── MATERIAL FOR THIS EXERCISE
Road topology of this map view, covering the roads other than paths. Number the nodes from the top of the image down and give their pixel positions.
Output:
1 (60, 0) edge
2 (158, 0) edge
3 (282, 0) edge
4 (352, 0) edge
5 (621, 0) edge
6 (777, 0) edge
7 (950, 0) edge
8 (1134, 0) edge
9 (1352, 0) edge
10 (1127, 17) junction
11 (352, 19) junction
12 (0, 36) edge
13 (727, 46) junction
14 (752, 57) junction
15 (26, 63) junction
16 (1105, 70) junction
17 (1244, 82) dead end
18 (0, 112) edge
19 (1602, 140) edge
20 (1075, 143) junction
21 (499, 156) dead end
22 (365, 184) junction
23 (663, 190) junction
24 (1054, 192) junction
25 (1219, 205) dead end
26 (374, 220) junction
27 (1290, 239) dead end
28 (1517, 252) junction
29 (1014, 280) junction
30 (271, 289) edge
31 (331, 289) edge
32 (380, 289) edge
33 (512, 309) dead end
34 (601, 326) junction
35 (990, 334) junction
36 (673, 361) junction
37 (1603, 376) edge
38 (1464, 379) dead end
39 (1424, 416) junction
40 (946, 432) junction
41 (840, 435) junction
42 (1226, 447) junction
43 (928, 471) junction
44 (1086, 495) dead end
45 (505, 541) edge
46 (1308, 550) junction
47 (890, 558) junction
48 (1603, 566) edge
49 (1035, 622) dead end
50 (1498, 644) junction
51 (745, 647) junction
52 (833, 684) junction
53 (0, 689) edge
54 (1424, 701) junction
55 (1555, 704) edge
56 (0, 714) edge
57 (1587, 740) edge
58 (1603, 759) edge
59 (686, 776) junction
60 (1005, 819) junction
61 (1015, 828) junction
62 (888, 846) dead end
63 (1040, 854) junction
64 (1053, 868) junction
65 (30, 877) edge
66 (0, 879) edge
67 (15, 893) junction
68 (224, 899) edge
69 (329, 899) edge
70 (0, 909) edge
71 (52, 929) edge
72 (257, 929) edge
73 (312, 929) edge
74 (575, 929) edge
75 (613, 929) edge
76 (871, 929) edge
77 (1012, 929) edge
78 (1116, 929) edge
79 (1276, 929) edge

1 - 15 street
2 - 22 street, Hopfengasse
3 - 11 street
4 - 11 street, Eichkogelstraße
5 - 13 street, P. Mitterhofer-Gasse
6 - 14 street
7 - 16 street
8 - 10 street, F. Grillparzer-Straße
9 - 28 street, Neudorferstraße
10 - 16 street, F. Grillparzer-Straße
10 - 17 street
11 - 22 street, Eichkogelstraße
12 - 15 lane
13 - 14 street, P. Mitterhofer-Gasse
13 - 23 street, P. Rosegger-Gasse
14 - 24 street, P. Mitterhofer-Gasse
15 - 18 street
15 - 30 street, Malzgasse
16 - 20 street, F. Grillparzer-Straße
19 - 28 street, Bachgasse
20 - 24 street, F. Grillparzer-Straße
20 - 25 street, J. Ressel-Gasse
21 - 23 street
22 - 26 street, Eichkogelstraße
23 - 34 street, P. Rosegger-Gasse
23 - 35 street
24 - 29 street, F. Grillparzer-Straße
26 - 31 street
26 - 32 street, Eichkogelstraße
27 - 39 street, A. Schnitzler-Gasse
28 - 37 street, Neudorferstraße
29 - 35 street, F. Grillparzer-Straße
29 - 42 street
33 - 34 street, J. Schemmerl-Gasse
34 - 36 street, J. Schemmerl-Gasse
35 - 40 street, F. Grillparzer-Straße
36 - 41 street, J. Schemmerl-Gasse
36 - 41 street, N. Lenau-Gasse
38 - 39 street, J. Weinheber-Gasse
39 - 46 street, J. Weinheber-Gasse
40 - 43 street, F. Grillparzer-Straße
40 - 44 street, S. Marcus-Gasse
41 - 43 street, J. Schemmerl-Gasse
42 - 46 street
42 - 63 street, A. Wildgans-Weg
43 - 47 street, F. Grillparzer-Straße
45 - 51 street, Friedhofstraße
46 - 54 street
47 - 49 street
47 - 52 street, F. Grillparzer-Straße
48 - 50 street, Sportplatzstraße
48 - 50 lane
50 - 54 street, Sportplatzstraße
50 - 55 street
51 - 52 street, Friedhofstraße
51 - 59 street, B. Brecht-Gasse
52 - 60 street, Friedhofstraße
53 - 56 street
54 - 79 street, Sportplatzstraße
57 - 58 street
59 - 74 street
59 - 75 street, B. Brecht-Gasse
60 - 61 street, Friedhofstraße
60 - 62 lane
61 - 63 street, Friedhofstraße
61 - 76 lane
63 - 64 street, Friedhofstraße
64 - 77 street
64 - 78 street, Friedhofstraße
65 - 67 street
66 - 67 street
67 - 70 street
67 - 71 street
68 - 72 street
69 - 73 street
────
## [PROBLEM TO WORK ON]
Each line above needs to be output again, exactly as shown.

## [TASK RESPONSE]
Road topology of this map view, covering the roads other than paths. Number the nodes from the top of the image down and give their pixel positions.
Output:
1 (60, 0) edge
2 (158, 0) edge
3 (282, 0) edge
4 (352, 0) edge
5 (621, 0) edge
6 (777, 0) edge
7 (950, 0) edge
8 (1134, 0) edge
9 (1352, 0) edge
10 (1127, 17) junction
11 (352, 19) junction
12 (0, 36) edge
13 (727, 46) junction
14 (752, 57) junction
15 (26, 63) junction
16 (1105, 70) junction
17 (1244, 82) dead end
18 (0, 112) edge
19 (1602, 140) edge
20 (1075, 143) junction
21 (499, 156) dead end
22 (365, 184) junction
23 (663, 190) junction
24 (1054, 192) junction
25 (1219, 205) dead end
26 (374, 220) junction
27 (1290, 239) dead end
28 (1517, 252) junction
29 (1014, 280) junction
30 (271, 289) edge
31 (331, 289) edge
32 (380, 289) edge
33 (512, 309) dead end
34 (601, 326) junction
35 (990, 334) junction
36 (673, 361) junction
37 (1603, 376) edge
38 (1464, 379) dead end
39 (1424, 416) junction
40 (946, 432) junction
41 (840, 435) junction
42 (1226, 447) junction
43 (928, 471) junction
44 (1086, 495) dead end
45 (505, 541) edge
46 (1308, 550) junction
47 (890, 558) junction
48 (1603, 566) edge
49 (1035, 622) dead end
50 (1498, 644) junction
51 (745, 647) junction
52 (833, 684) junction
53 (0, 689) edge
54 (1424, 701) junction
55 (1555, 704) edge
56 (0, 714) edge
57 (1587, 740) edge
58 (1603, 759) edge
59 (686, 776) junction
60 (1005, 819) junction
61 (1015, 828) junction
62 (888, 846) dead end
63 (1040, 854) junction
64 (1053, 868) junction
65 (30, 877) edge
66 (0, 879) edge
67 (15, 893) junction
68 (224, 899) edge
69 (329, 899) edge
70 (0, 909) edge
71 (52, 929) edge
72 (257, 929) edge
73 (312, 929) edge
74 (575, 929) edge
75 (613, 929) edge
76 (871, 929) edge
77 (1012, 929) edge
78 (1116, 929) edge
79 (1276, 929) edge

1 - 15 street
2 - 22 street, Hopfengasse
3 - 11 street
4 - 11 street, Eichkogelstraße
5 - 13 street, P. Mitterhofer-Gasse
6 - 14 street
7 - 16 street
8 - 10 street, F. Grillparzer-Straße
9 - 28 street, Neudorferstraße
10 - 16 street, F. Grillparzer-Straße
10 - 17 street
11 - 22 street, Eichkogelstraße
12 - 15 lane
13 - 14 street, P. Mitterhofer-Gasse
13 - 23 street, P. Rosegger-Gasse
14 - 24 street, P. Mitterhofer-Gasse
15 - 18 street
15 - 30 street, Malzgasse
16 - 20 street, F. Grillparzer-Straße
19 - 28 street, Bachgasse
20 - 24 street, F. Grillparzer-Straße
20 - 25 street, J. Ressel-Gasse
21 - 23 street
22 - 26 street, Eichkogelstraße
23 - 34 street, P. Rosegger-Gasse
23 - 35 street
24 - 29 street, F. Grillparzer-Straße
26 - 31 street
26 - 32 street, Eichkogelstraße
27 - 39 street, A. Schnitzler-Gasse
28 - 37 street, Neudorferstraße
29 - 35 street, F. Grillparzer-Straße
29 - 42 street
33 - 34 street, J. Schemmerl-Gasse
34 - 36 street, J. Schemmerl-Gasse
35 - 40 street, F. Grillparzer-Straße
36 - 41 street, J. Schemmerl-Gasse
36 - 41 street, N. Lenau-Gasse
38 - 39 street, J. Weinheber-Gasse
39 - 46 street, J. Weinheber-Gasse
40 - 43 street, F. Grillparzer-Straße
40 - 44 street, S. Marcus-Gasse
41 - 43 street, J. Schemmerl-Gasse
42 - 46 street
42 - 63 street, A. Wildgans-Weg
43 - 47 street, F. Grillparzer-Straße
45 - 51 street, Friedhofstraße
46 - 54 street
47 - 49 street
47 - 52 street, F. Grillparzer-Straße
48 - 50 street, Sportplatzstraße
48 - 50 lane
50 - 54 street, Sportplatzstraße
50 - 55 street
51 - 52 street, Friedhofstraße
51 - 59 street, B. Brecht-Gasse
52 - 60 street, Friedhofstraße
53 - 56 street
54 - 79 street, Sportplatzstraße
57 - 58 street
59 - 74 street
59 - 75 street, B. Brecht-Gasse
60 - 61 street, Friedhofstraße
60 - 62 lane
61 - 63 street, Friedhofstraße
61 - 76 lane
63 - 64 street, Friedhofstraße
64 - 77 street
64 - 78 street, Friedhofstraße
65 - 67 street
66 - 67 street
67 - 70 street
67 - 71 street
68 - 72 street
69 - 73 street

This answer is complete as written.